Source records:
== == ==
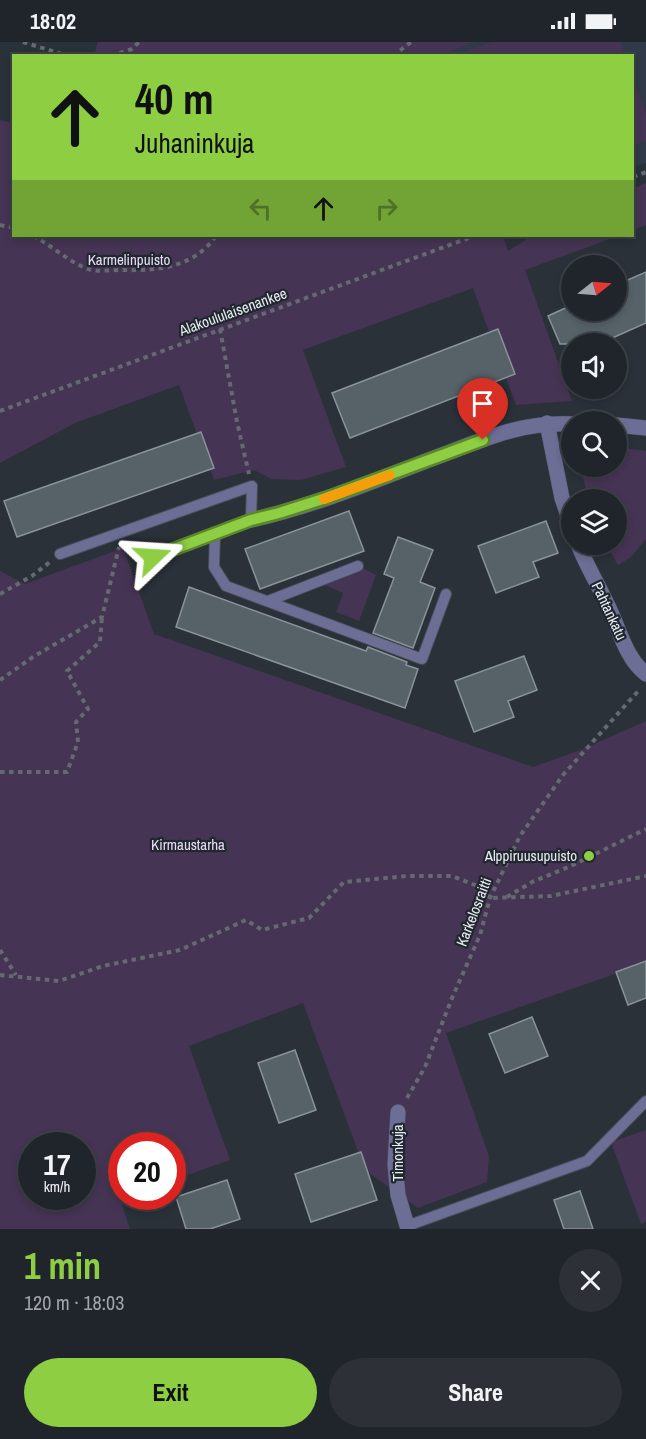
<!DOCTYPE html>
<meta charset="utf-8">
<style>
:root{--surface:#20252b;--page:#2d3137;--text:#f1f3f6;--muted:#a2a5a9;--line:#3d4247;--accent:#8ece43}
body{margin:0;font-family:"Archivo Narrow",sans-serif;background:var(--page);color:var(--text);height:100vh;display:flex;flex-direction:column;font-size:22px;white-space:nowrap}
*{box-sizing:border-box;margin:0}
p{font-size:20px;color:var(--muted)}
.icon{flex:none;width:33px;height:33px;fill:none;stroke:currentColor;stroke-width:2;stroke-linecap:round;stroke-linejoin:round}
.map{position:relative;height:1187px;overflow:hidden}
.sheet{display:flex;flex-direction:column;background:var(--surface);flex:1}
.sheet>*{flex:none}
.top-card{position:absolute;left:12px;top:12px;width:622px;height:183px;border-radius:0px;box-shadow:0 3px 9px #0003,0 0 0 2px var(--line);background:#8ece43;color:#111;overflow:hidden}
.needle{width:39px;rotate:73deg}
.controls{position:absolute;left:561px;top:213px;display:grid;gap:12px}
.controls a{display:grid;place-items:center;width:66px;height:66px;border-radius:50%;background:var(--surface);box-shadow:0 3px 9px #0003,0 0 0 2px var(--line);font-size:30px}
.speed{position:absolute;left:18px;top:1090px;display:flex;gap:12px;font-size:30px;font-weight:700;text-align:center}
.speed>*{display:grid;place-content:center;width:78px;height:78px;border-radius:50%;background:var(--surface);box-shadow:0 3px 9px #0003,0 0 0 2px var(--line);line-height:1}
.speed small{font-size:15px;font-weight:400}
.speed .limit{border:9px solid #d22;background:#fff;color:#111}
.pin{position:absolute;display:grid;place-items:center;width:51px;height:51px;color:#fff;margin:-62px -26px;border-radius:50% 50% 50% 0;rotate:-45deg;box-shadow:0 0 6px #0007}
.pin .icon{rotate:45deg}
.me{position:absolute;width:66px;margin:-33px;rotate:70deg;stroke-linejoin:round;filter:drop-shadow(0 0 4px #0008)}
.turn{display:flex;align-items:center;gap:21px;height:126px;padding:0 24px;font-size:27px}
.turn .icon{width:78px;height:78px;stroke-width:2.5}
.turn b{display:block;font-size:42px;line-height:51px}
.lanes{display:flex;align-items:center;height:57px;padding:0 24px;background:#0003;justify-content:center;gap:30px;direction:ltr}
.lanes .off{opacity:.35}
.round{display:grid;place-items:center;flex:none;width:63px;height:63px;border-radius:32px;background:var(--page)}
.overview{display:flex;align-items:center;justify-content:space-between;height:102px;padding:0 24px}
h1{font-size:36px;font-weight:700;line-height:45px;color:var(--accent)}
.primary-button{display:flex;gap:12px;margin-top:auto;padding:12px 24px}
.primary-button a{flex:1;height:69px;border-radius:36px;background:var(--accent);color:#111;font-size:24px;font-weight:700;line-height:69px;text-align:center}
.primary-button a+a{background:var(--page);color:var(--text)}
.status{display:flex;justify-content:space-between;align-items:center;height:42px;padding:0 30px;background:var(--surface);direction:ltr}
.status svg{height:16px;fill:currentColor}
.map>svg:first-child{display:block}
.built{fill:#313a48}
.green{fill:#453453;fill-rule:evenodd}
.building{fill:#566168;stroke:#88949a;stroke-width:1.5}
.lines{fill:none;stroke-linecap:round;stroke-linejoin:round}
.lane-casing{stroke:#494f57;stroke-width:12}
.street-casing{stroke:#494f57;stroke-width:16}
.path{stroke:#656a72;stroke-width:4;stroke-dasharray:4.5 4.5;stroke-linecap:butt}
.lane{stroke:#6d6e96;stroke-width:10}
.street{stroke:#6d6e96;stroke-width:15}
.route-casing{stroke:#5c862c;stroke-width:15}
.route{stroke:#8ece43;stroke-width:10}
.slow{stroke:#f59e0b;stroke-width:10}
.poi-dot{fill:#8ece43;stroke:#21272f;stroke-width:2}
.labels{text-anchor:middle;stroke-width:4.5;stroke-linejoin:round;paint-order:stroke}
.park-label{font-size:15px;fill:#eadbf8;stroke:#21272f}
.street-label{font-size:15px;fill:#e9ecf2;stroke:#21272f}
.poi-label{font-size:15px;fill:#e9ecf2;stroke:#21272f;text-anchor:end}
</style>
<div class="status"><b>18:02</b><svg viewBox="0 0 49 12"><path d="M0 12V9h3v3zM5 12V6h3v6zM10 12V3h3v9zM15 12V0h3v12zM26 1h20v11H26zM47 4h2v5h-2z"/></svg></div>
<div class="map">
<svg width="646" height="1187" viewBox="0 0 646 1187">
<rect width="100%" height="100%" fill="#2b3139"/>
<polygon class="built" points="435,0 646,0 646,121 633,125 633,14 440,13"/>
<g class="green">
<polygon points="98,0 474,0 440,14 94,13"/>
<polygon points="492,0 621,0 625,13 454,13"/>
<polygon points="633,35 646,72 646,99 633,104"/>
<polygon points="0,78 13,81 14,194 503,194 508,209 532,194 618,194 525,228 572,359 516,363 473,246 303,308 346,425 301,438 271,437 254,428 214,438 179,343 75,381 0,421"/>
<polygon points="646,141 646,183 633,188 633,147"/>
<polygon points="617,405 646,409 646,497 631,515 618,523 607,503 616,502 616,458 589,457 582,432 587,425 616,424"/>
<path d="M123 506 154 592 533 725 583 707 646 679V921L446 991 489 1114 487 1140 418 1166 365 1128 303 961 189 1004 230 1118 173 1138 172 1104H122V1155H125L120 1157 130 1187H0V529L25 542ZM32 1104H82V1155H32Z"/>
<polygon points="358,524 376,533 359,579 336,570 343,551 318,540"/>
<polygon points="646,1088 646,1180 641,1182 611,1100"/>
</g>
<g class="building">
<polygon points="646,230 646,281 599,302 560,302 548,274 572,263 572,268 616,268 616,243"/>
<polygon points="498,287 515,332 350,396 332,351"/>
<polygon points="201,390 214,426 17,495 4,459"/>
<polygon points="349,469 364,509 260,547 245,507"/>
<polygon points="546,479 558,511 533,520 539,535 496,551 478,504"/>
<polygon points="398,495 433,508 420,540 435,546 413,606 373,591 394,536 384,532"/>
<polygon points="189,545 366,609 368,605 407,620 406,623 418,627 405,666 176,585"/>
<polygon points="524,614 537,648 508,659 514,675 474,690 455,639"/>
<polygon points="646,919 646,956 628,963 616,930"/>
<polygon points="532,975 548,1014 505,1031 489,992"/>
<polygon points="295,1008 316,1068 279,1081 258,1021"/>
<polygon points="361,1110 377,1158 311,1180 295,1132"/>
<polygon points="227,1138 240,1177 210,1187 186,1187 176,1155"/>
<polygon points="580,1149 593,1187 564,1187 554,1158"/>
</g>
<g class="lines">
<defs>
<g id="lane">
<polyline points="215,492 214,525 226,544 422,617 446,552"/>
<polyline points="60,512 252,444 251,478 153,515"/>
<polyline points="268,559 358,524"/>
<polyline points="407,1184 587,1119 646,1059"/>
</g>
<g id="street">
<polyline points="547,381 562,456 572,485"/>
<polyline points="616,383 646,386"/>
<path d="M251 478C314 464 374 439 434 416 483 398 518 380 572 382"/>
<path d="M578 502C586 523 598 542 607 562 619 585 625 616 646 632"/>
<polyline points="398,1070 395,1123 398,1153 408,1187"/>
</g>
</defs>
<use href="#lane" class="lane-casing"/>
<use href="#street" class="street-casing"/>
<g class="path">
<polyline points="23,0 68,14"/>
<polyline points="111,14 132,7 139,0"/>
<polyline points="393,14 411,0"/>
<polyline points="633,135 646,130"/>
<polyline points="0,183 14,186"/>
<path d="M33 194C53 204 67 219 88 227 98 230 110 228 121 228 158 229 193 226 216 194"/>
<polyline points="220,287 237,380 249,432"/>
<polyline points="0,369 474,194"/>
<polyline points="0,552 32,534 50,520"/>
<polyline points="0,638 33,615 102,575 119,505"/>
<polyline points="0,730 67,730 78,700 76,680 88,667 67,629 100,600 102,575"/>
<polyline points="507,855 532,840 571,824 646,787"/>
<polyline points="0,908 16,933"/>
<polyline points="0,933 59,939 103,924 180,908 246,878 262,888 309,876 344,840 407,834 452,834 480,845 490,856 551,854 646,834"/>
<polyline points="407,1056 425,1025 452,956 480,893 490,856 520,794 563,733 640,647"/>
</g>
<use href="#lane" class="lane"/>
<use href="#street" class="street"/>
</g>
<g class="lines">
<defs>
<polyline id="route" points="153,515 251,478 279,471 326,456 483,398"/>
</defs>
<use href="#route" class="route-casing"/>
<use href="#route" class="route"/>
<polyline class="slow" points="324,457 390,433"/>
</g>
<circle class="poi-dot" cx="589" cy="814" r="6"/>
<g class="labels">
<g class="park-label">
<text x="129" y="223">Karmelinpuisto</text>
<text x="188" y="808">Kirmaustarha</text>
</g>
<g class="street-label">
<text transform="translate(233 270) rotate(-20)" y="5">Alakoululaisenankee</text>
<text transform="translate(609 569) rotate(65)" y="5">Pahtankatu</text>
<text transform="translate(474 870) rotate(-69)" y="5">Karkelosraitti</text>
<text transform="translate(398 1111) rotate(-90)" y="5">Timonkuja</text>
</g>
<g class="poi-label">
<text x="577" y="819">Alppiruusupuisto</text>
</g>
</g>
</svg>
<div class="controls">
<a><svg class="needle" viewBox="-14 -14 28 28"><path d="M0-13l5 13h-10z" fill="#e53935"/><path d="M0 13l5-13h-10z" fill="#a2a5a9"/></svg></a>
<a><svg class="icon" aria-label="sound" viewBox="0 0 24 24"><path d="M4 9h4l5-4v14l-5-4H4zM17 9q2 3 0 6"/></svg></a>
<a><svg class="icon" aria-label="search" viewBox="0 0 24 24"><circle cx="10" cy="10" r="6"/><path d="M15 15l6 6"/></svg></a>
<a><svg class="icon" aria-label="layers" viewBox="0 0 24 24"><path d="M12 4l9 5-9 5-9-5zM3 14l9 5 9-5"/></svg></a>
</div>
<div class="speed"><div>17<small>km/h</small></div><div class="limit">20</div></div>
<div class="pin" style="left:483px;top:398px;background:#d93025"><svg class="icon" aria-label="arrive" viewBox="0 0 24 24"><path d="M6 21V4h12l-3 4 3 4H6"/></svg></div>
<svg class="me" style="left:153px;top:515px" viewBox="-20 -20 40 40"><path d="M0-17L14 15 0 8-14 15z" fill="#8ece43" stroke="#fff" stroke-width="4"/></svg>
<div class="top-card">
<div class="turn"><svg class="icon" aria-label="ahead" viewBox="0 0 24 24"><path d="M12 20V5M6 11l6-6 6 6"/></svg><div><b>40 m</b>Juhaninkuja</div></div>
<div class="lanes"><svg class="icon off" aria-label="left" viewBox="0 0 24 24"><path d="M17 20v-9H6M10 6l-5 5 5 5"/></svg><svg class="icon" aria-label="ahead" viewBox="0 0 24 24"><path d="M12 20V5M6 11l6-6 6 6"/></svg><svg class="icon off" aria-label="right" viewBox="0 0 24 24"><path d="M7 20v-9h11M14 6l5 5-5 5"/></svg></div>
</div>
</div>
<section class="sheet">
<div class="overview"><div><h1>1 min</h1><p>120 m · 18:03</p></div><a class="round"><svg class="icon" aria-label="close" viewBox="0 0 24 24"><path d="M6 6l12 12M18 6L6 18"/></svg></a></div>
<div class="primary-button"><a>Exit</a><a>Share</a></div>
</section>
== == ==
▸ WORK REQUIRED:
Wherever a line in the records contains the word "column", copy that line.

▸ WRITTEN SOLUTION:
body{margin:0;font-family:"Archivo Narrow",sans-serif;background:var(--page);color:var(--text);height:100vh;display:flex;flex-direction:column;font-size:22px;white-space:nowrap}
.sheet{display:flex;flex-direction:column;background:var(--surface);flex:1}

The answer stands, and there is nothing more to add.